Problem description:
Go through the listing below and show each line that has the word "down".

Given entries:

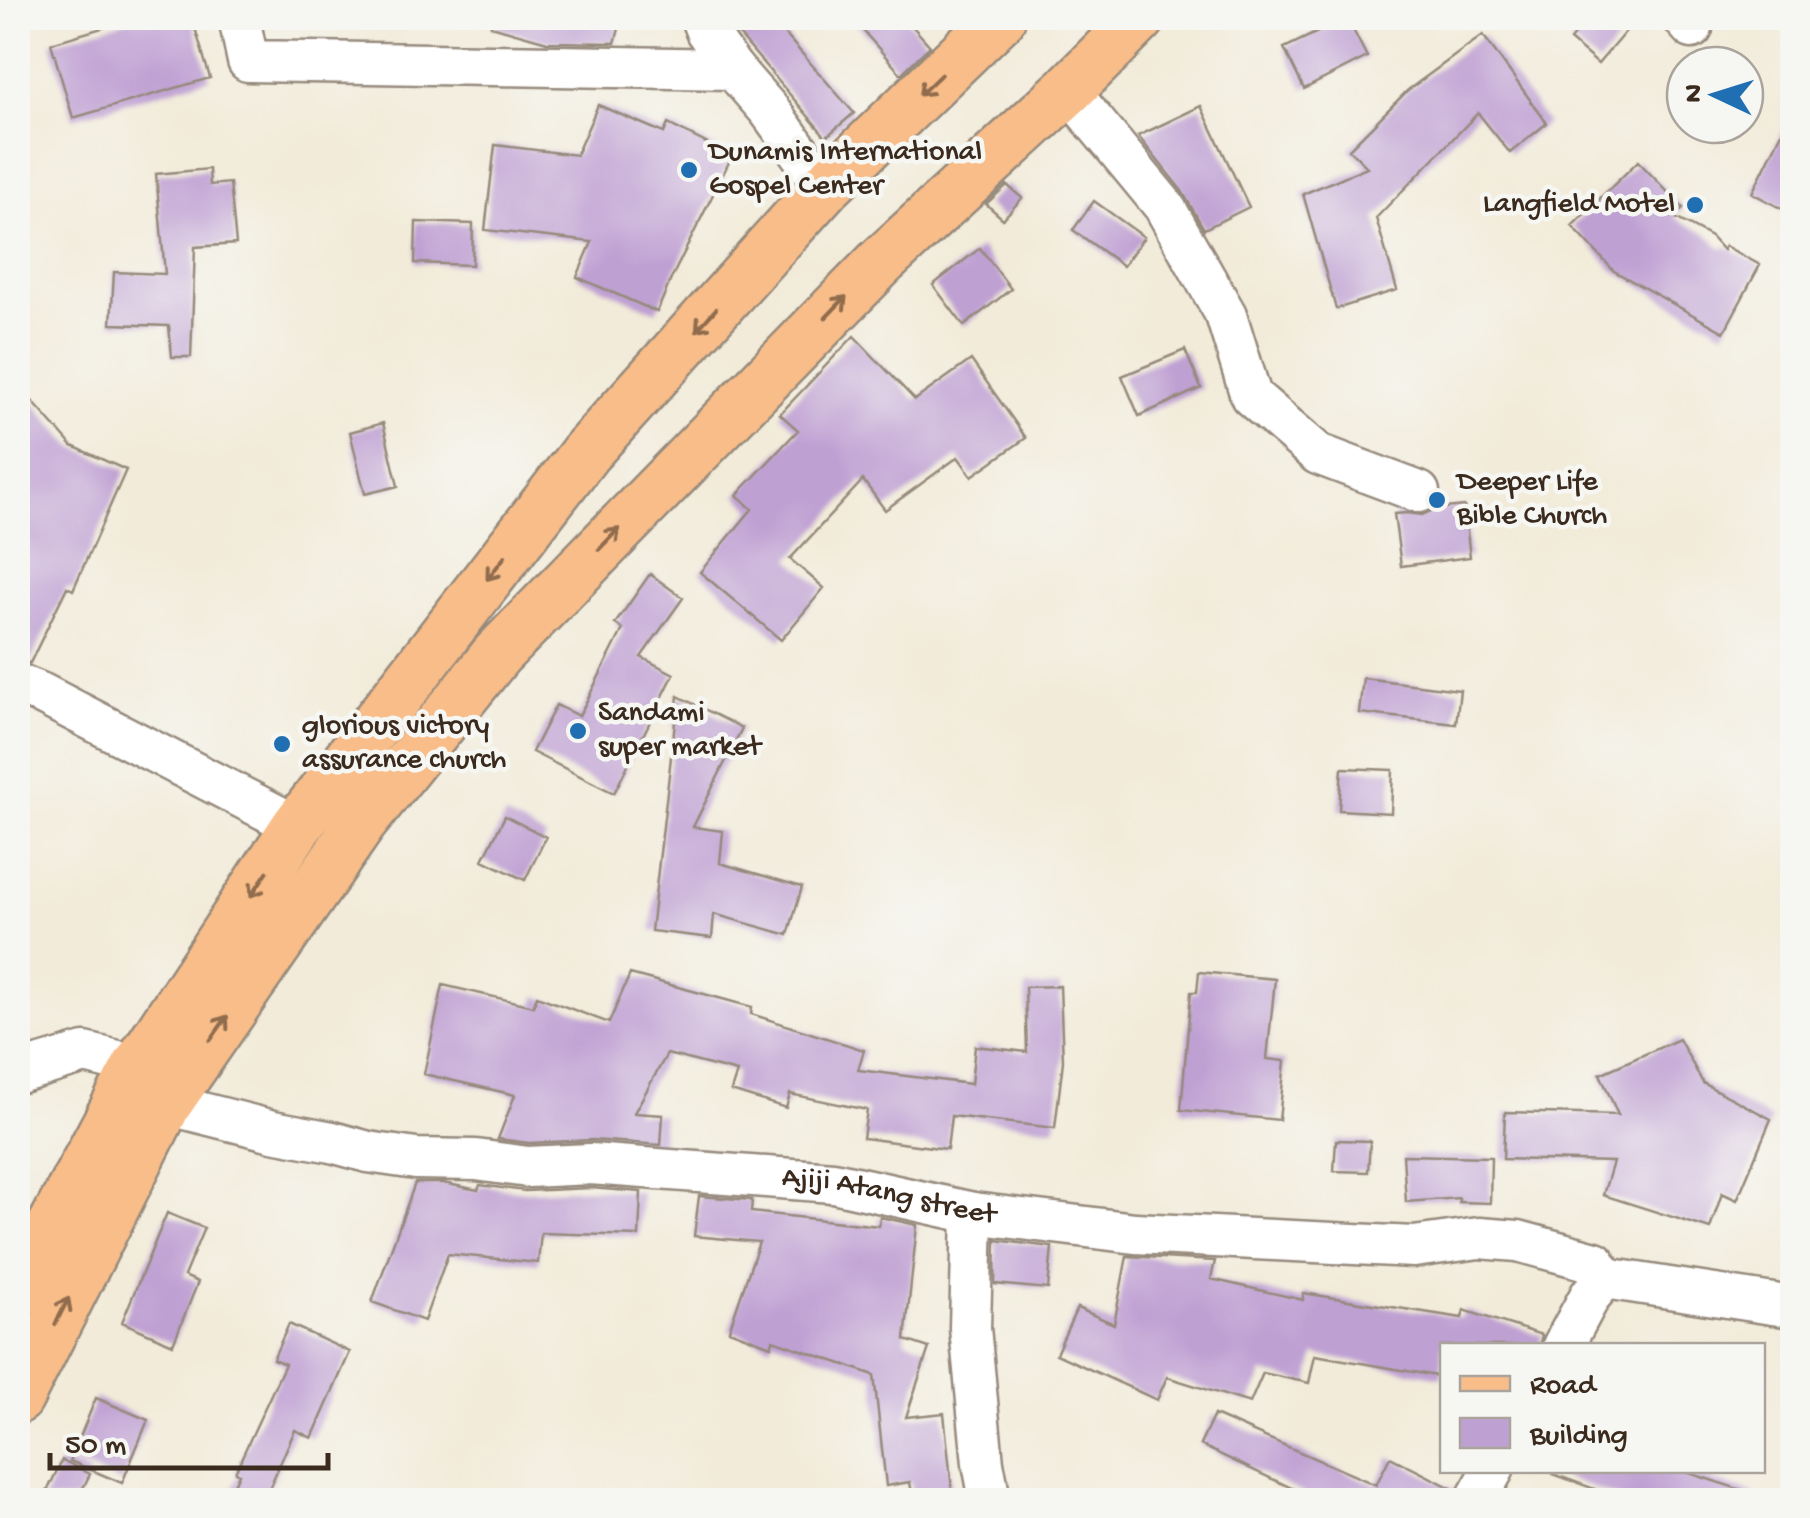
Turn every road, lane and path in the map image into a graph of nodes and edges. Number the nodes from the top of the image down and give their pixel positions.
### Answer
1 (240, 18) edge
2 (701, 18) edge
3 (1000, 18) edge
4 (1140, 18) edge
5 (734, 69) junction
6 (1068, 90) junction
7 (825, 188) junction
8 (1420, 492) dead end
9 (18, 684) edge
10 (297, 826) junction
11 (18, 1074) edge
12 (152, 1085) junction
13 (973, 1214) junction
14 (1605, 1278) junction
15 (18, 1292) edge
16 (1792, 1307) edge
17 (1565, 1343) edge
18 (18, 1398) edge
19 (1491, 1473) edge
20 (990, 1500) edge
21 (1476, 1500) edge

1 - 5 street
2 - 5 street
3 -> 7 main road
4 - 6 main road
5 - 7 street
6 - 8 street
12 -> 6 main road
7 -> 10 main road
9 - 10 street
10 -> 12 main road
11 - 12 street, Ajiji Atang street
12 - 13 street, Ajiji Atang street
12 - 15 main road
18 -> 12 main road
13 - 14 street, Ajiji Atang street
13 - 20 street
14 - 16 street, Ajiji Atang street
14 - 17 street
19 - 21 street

==

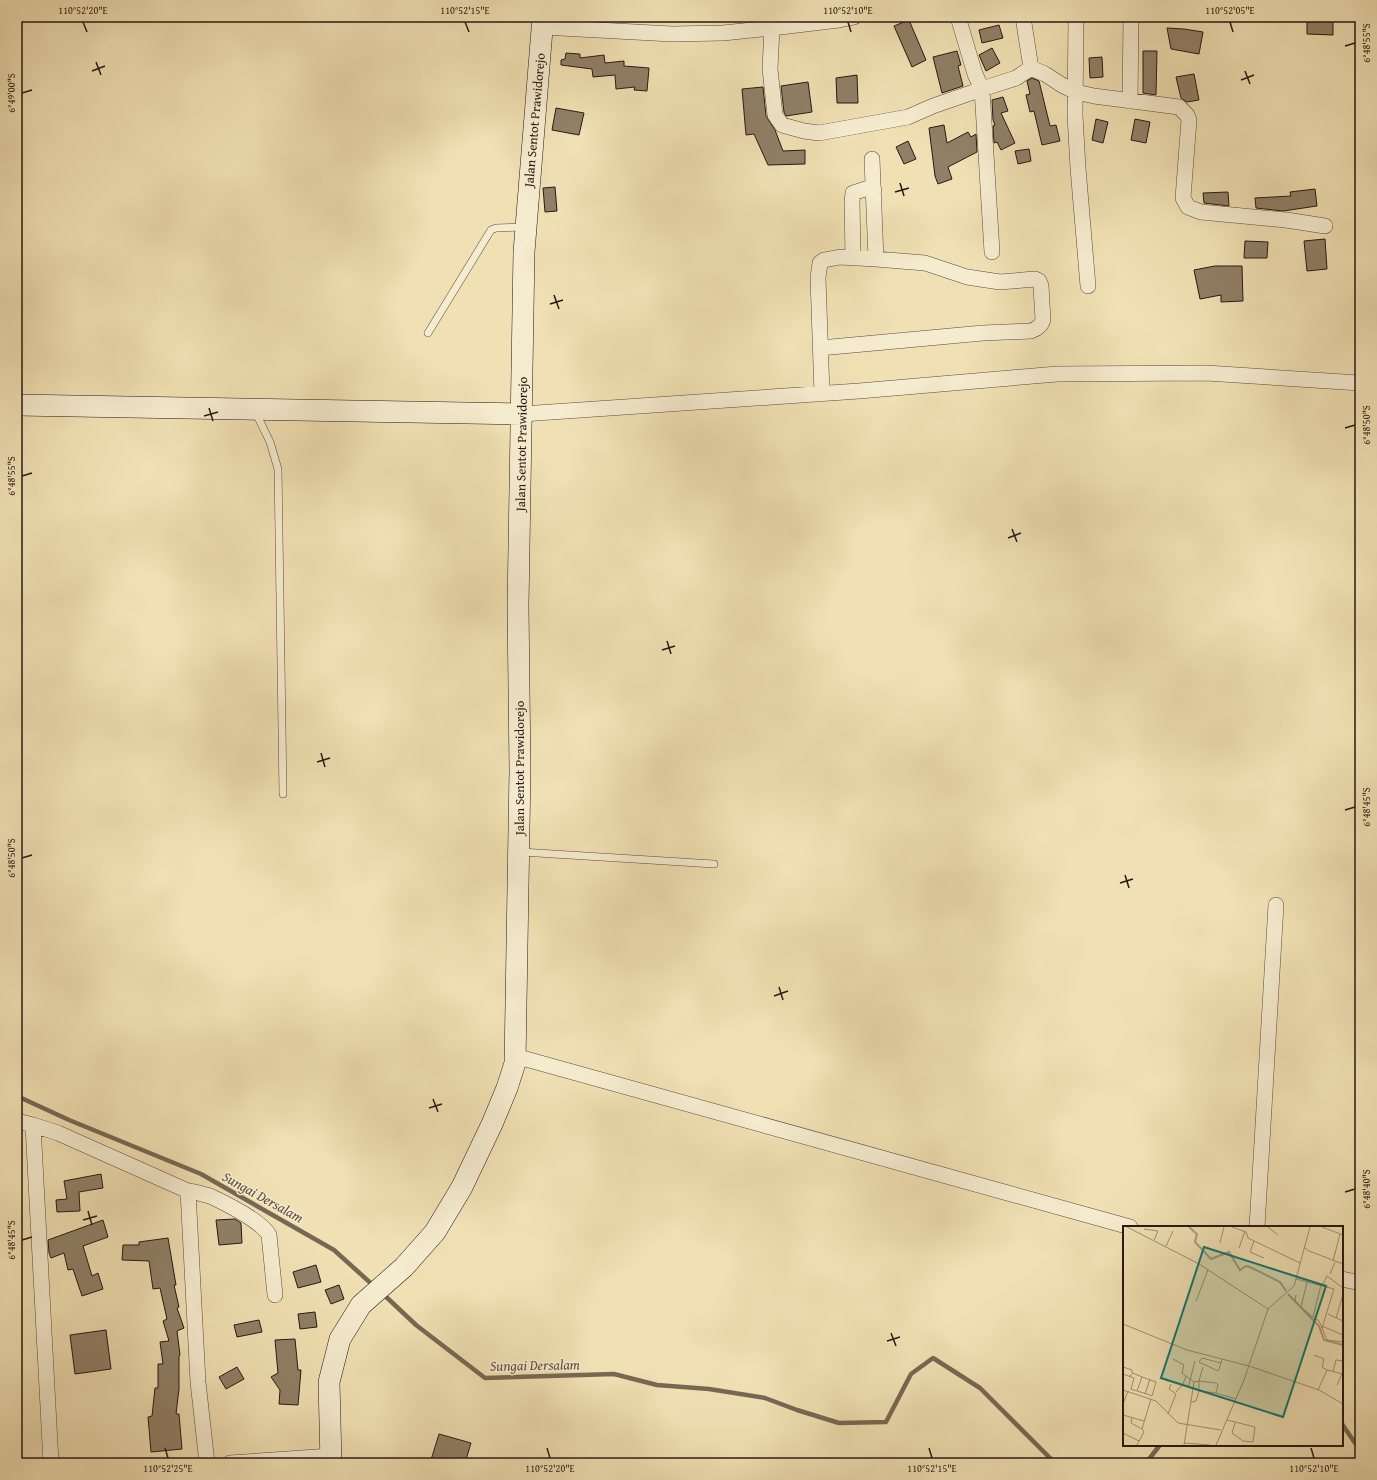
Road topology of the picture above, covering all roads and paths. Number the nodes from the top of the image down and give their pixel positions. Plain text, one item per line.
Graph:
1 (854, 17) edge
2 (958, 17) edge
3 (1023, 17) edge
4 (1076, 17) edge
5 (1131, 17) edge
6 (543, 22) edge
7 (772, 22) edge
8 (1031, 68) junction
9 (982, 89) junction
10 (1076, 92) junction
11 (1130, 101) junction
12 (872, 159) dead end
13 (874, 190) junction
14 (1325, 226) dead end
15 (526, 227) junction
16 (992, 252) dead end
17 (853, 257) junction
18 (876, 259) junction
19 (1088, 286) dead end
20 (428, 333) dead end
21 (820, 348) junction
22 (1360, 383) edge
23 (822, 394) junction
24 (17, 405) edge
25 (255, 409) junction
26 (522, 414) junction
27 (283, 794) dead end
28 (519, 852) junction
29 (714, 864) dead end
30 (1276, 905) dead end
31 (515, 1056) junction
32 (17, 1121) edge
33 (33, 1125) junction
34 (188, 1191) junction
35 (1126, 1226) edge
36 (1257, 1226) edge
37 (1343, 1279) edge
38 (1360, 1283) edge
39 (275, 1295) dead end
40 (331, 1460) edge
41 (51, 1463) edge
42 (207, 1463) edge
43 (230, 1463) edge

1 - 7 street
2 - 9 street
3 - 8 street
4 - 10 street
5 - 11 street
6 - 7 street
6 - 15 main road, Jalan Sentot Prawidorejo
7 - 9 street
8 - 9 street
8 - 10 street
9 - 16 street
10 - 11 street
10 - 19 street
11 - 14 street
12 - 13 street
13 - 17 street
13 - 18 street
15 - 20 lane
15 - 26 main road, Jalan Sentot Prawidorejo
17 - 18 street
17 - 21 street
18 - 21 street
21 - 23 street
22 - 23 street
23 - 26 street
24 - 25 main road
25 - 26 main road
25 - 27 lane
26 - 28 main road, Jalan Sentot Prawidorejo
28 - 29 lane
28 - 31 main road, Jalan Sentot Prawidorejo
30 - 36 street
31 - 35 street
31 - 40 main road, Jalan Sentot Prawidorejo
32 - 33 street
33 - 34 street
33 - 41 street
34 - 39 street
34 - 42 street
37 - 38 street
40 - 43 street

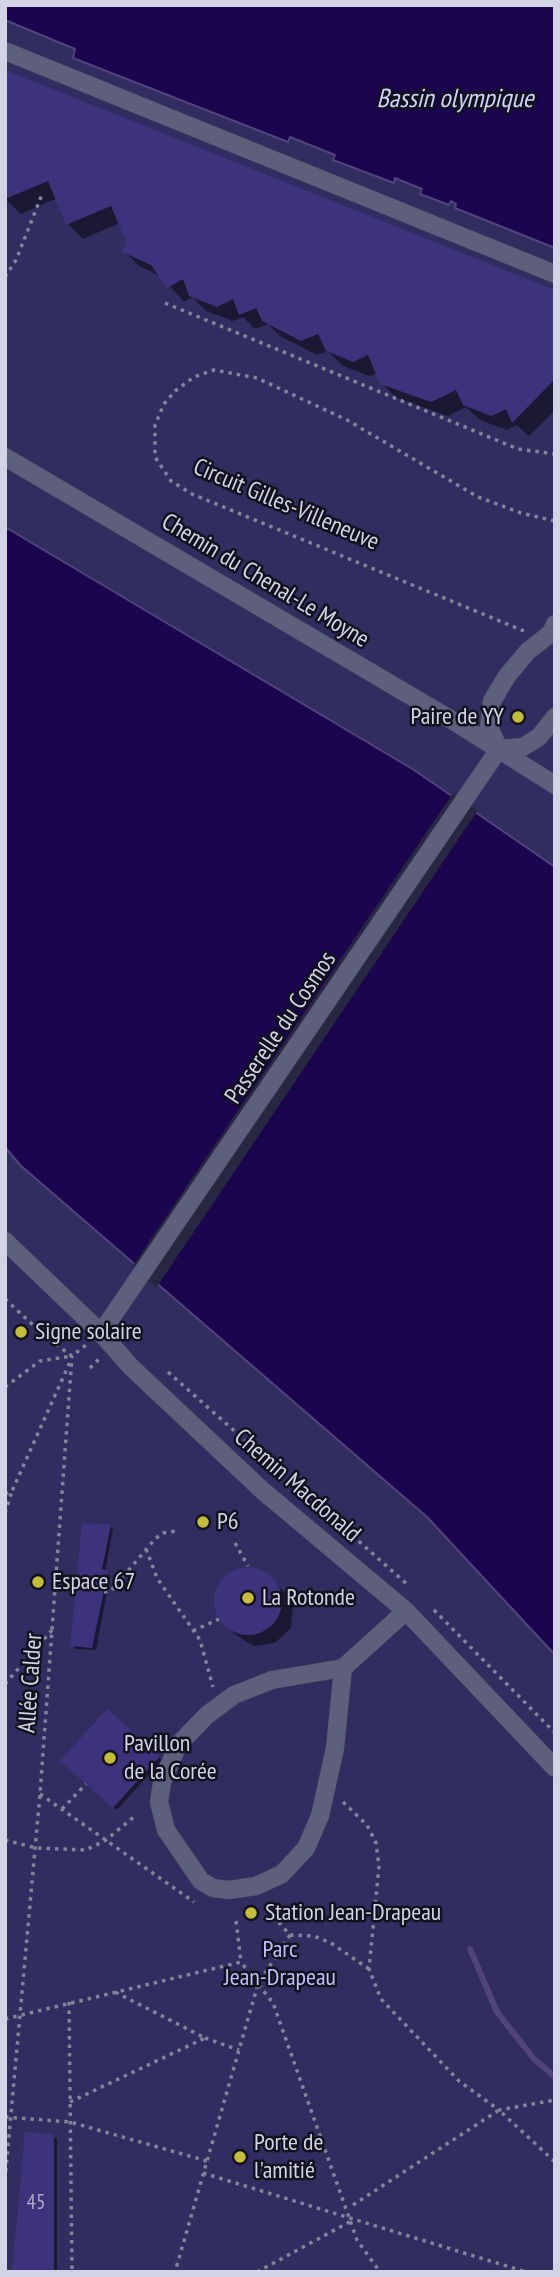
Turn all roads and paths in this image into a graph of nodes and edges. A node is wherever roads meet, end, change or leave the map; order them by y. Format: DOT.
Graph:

Answer below:
Turn every road, lane and path in the map image into a graph of nodes and edges. Number the nodes from the top of the image down and give their pixel positions.
Road topology of the picture above, covering all roads and paths. Number the nodes from the top of the image down and give their pixel positions. Plain text, one item per line.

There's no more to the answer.